Leonardo Ridolfi, Carla Salvo, Jacob Weisdorf 17 July 2022



Recent advances in technology have sparked a heated debate about the effects of mechanisation on current societies. A recurring concern expressed by many commentators is that machines will take over tasks previously performed by workers, leading to widespread unemployment and growing inequality. These mounting fears are not new; technology has always generated cultural anxiety throughout history (Mokyr et al. 2015). The path of transition, however, may not be disruptive for all workers and industries. Prominent economists like Adam Smith, for instance, have long emphasised the positive effects of technology arguing that mechanisation will generate significant productivity gains in the long run, leading to cheaper goods, increased labour demand, and thus more jobs. On balance, the net impact of mechanisation on workers and wages is thus ambiguous depending on how the displacement and productivity effects end up weighing against each other (Acemoglu and Restrepo 2018, Autor and Salomons 2018, Atack et al. 2019, Frey 2019, Hötte et al 2022).

Understanding the effects of mechanisation entails difficult measurement problems because waves of contemporary mechanisation typically overlap, making it difficult to isolate the effect of a specific technology. In a recent paper (Ridolfi et al. 2022), we seek to address these concerns by turning to a time when technological development was still at its earlier stages and governmental support for workers was poor. In turn, this makes it easier to identify the influence of mechanisation on labour outcomes, since institutional and other confounding factors were likely to play smaller role in past societies.

We consider one of the most significant waves of mechanisation in history: the rise and spread of steam power in 19th century France. This empirical setting provides an ideal testing ground to explore our main hypotheses. French historical statistics are extraordinarily detailed for the time-period in question and allow us to observe the mechanisation process from the early stages of diffusion until maturity. A peculiar feature in this context is that traditional sources of motive power like water and wind played a significant role in French manufacturing. This means that large variations in local patterns of technological adoption can be better understood compared to England, for example, where the coal-steam model dominated. 

To set up our analysis, we build a new dataset consisting of two parts. The first concerns the information reported in the two earliest industrial surveys carried out by the French Bureau of Statistics during the 19th century (Chanut et al. 2000). The two surveys are all-encompassing and include information on wages, employment, and use of motive power. The second group of data – collected from a variety of sources – concerns district-level information encompassing a wide variety of geographic, demographic, and economic factors including access to water power, closeness to coalfields, quality of the workforce, and the presence of banks, all of which help us identify the local initial conditions that influenced early steam-engine adoption.

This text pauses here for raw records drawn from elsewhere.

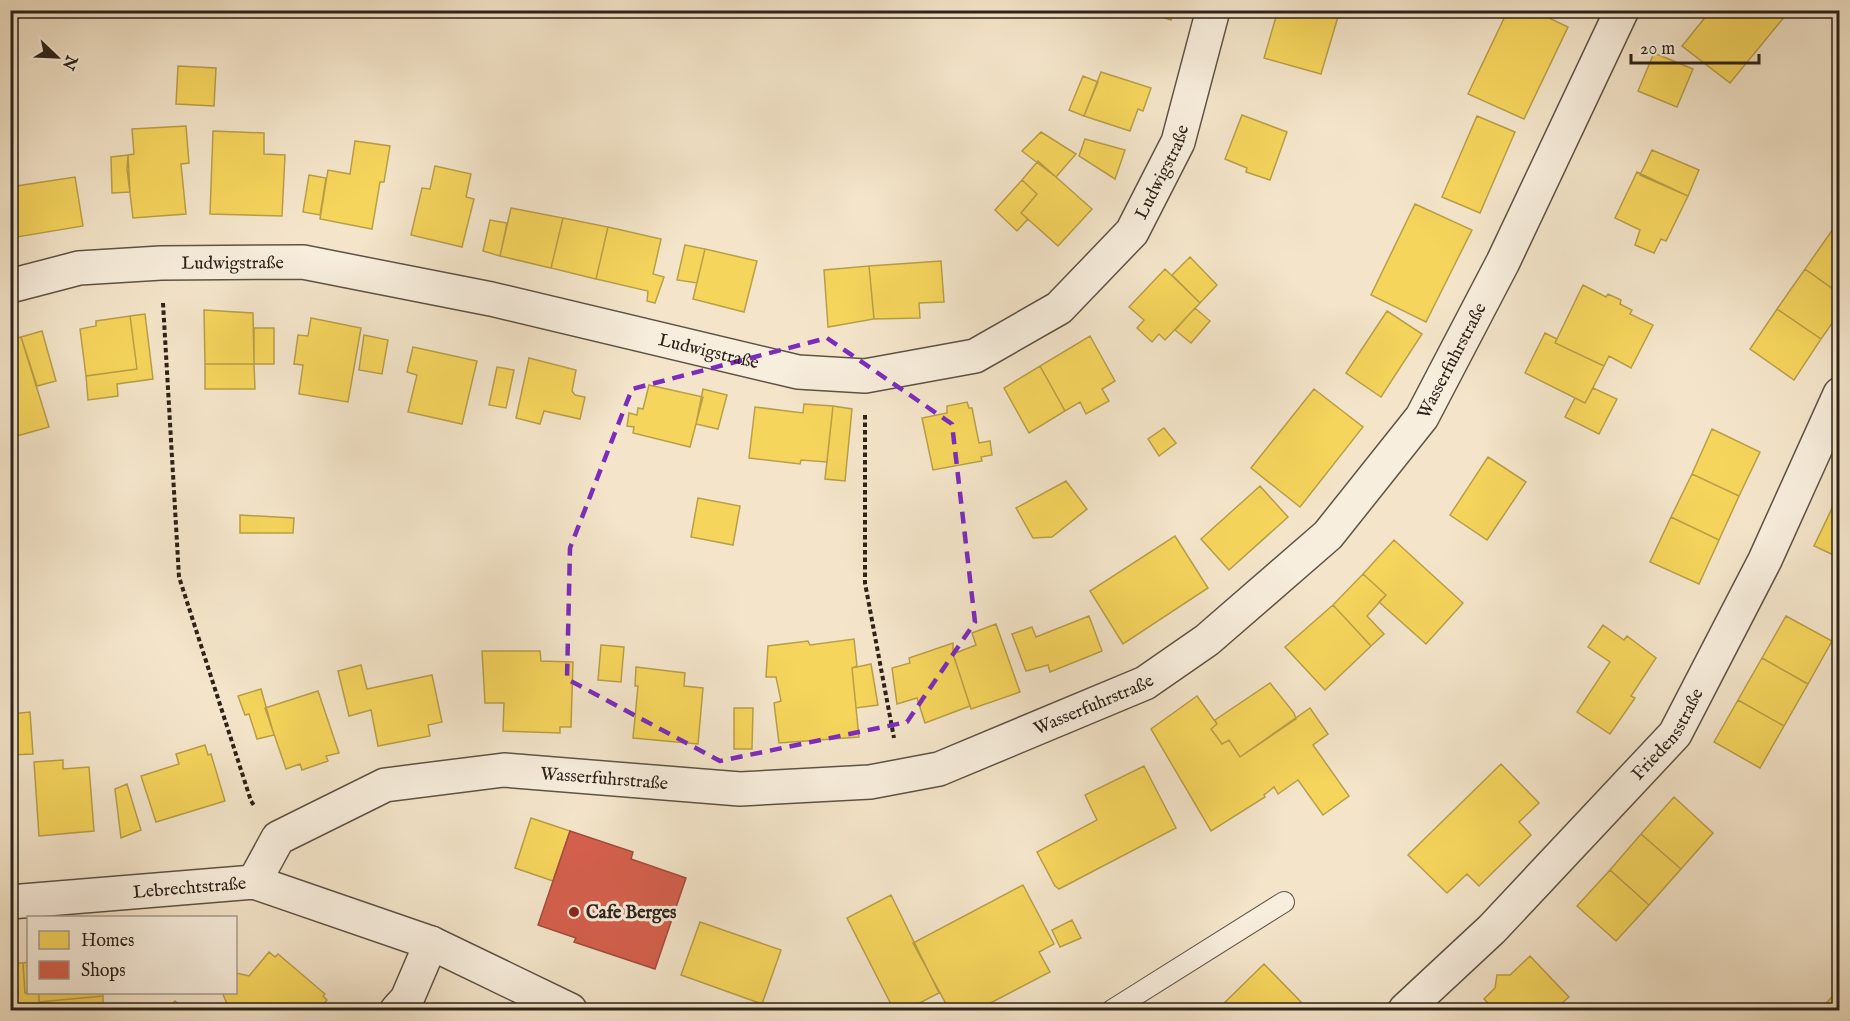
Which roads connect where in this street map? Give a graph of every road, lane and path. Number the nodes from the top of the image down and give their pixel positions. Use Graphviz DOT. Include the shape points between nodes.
graph roads {
  1 [pos="1213,10"];
  2 [pos="1622,10"];
  3 [pos="161,263"];
  4 [pos="10,286"];
  5 [pos="1839,394"];
  6 [pos="865,415"];
  7 [pos="901,777"];
  8 [pos="278,838"];
  9 [pos="254,882"];
  10 [pos="10,902"];
  11 [pos="1284,902"];
  12 [pos="431,943"];
  13 [pos="397,1011"];
  14 [pos="570,1011"];
  15 [pos="1112,1011"];
  16 [pos="1405,1011"];
  1 -- 3 [label="street, Ludwigstraße" via="1178,142 1132,232 1059,308 975,356 865,376 798,372 491,299 303,262"];
  2 -- 7 [label="street, Wasserfuhrstraße" via="1503,262 1422,417 1328,535 1207,640 1145,683 939,769"];
  3 -- 4 [label="street, Ludwigstraße" via="79,268"];
  3 -- 8 [label="path" via="179,577 251,801"];
  5 -- 16 [label="street, Friedensstraße" via="1765,560 1675,734 1492,929"];
  6 -- 7 [label="path" via="865,583"];
  7 -- 8 [label="street, Wasserfuhrstraße" via="740,789 504,770 385,785"];
  8 -- 9 [label="street"];
  9 -- 10 [label="street, Lebrechtstraße"];
  9 -- 12 [label="street, Lebrechtstraße"];
  11 -- 15 [label="lane"];
  12 -- 13 [label="street"];
  12 -- 14 [label="street, Lebrechtstraße"];
}
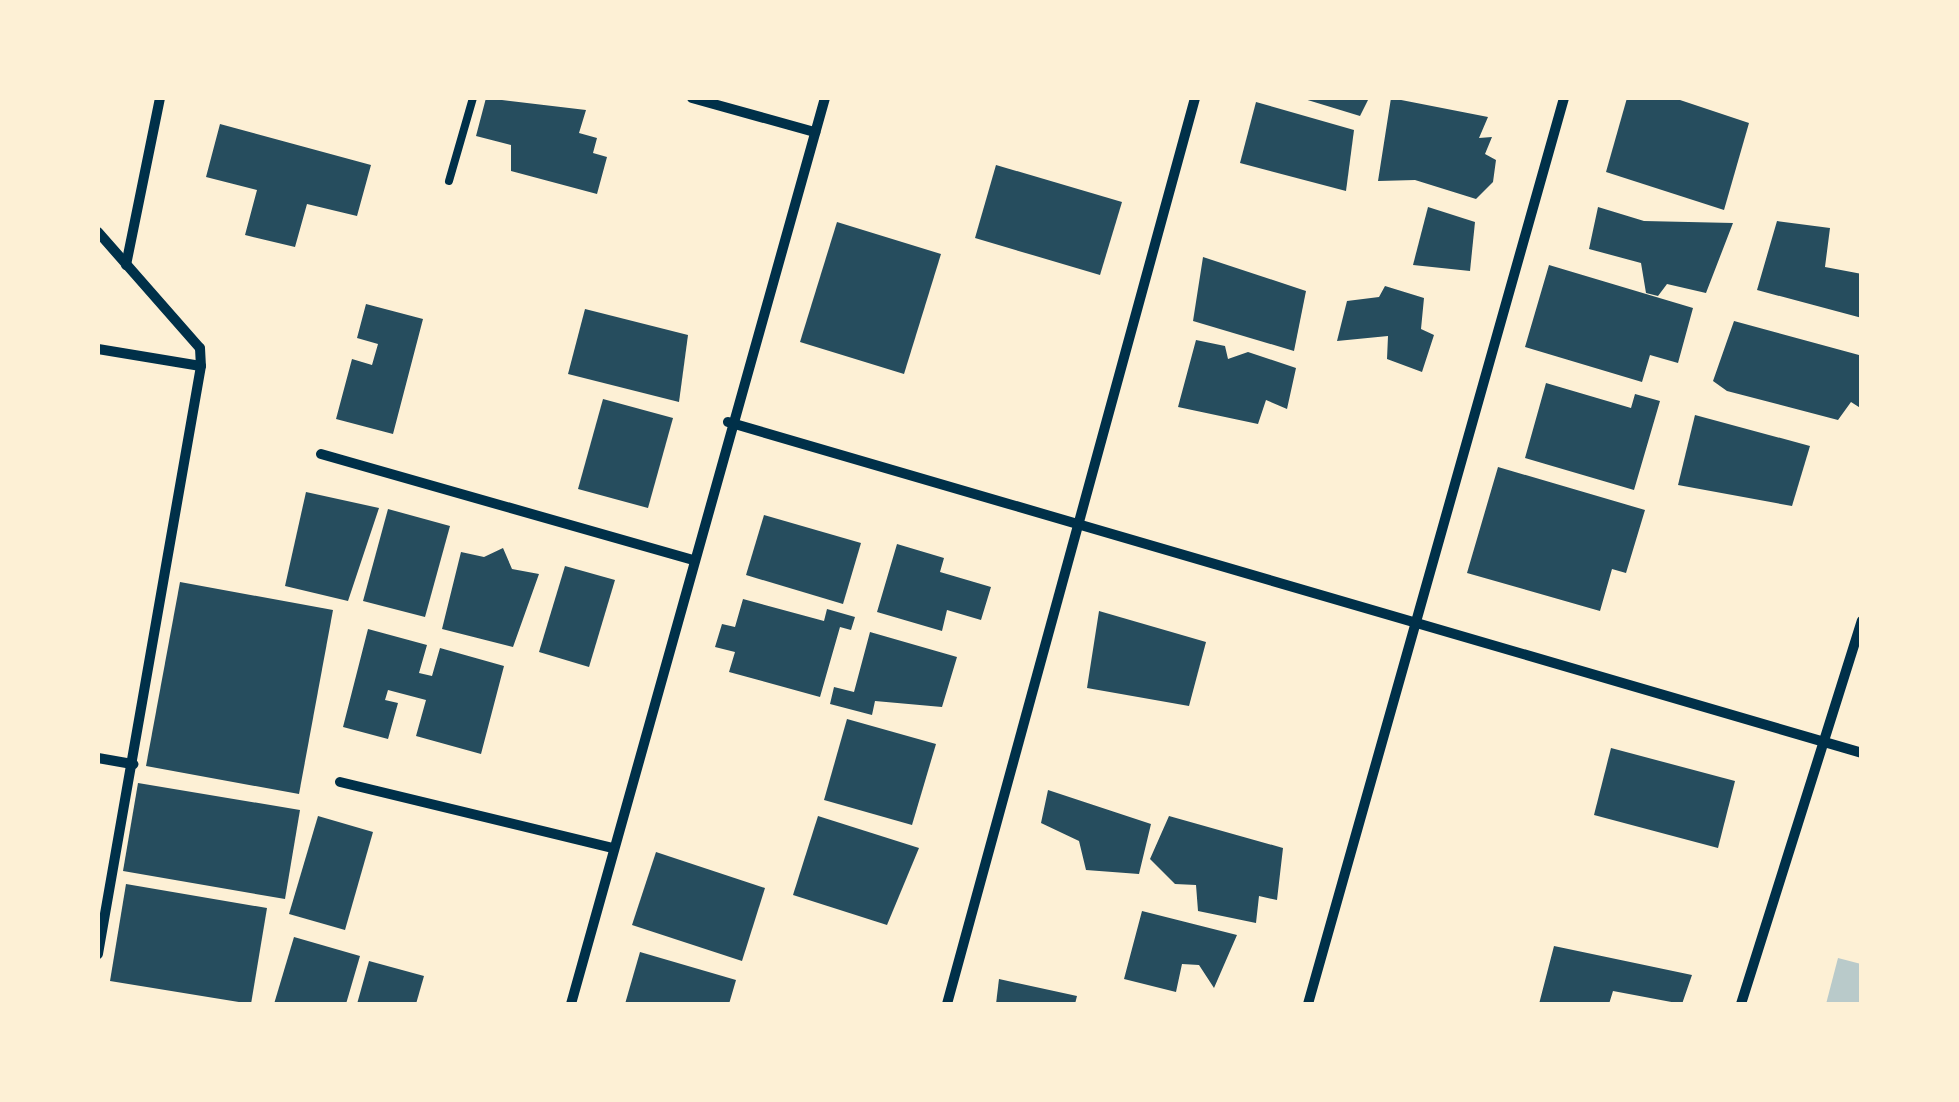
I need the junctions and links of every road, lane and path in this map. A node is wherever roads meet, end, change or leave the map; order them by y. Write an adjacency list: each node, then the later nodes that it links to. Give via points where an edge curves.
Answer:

We use this information to answer two main questions. First, what were the main drivers of steam engine adoption? Here, we test five hypotheses that have loomed large in the literature: (1) the so-called high-wage hypothesis that argues that expensive labour and cheap energy (coal) prompted producers to innovate (Allen 2009, 2011); (2) the resource-availability hypothesis that instead put emphasis on the availability of cheap coal substitutes such as wind and water as potential brakes of innovation (Crouzet 1996); (3) the health-and-knowledge hypothesis that stresses the quality of labour force in terms of nutrition, health status, and knowledge as a push-factor that helped innovation (Mokyr 1990, Squicciarini and Voigtländer 2015, Kelly et al 2014, 2022); (4) the market-force hypothesis that looks at market size and proximity to technological knowledge as important drivers of innovation (Acemoglu and Linn 2004, Franck and Galor 2021); and, finally, (5) the finance-led-growth hypothesis that stresses the role played by financial institutions in fostering innovations (Madsen and Ang 2016, Rousseau and Sylla 2005). Second, we explore the effects of steam engine adoption on labour market outcomes.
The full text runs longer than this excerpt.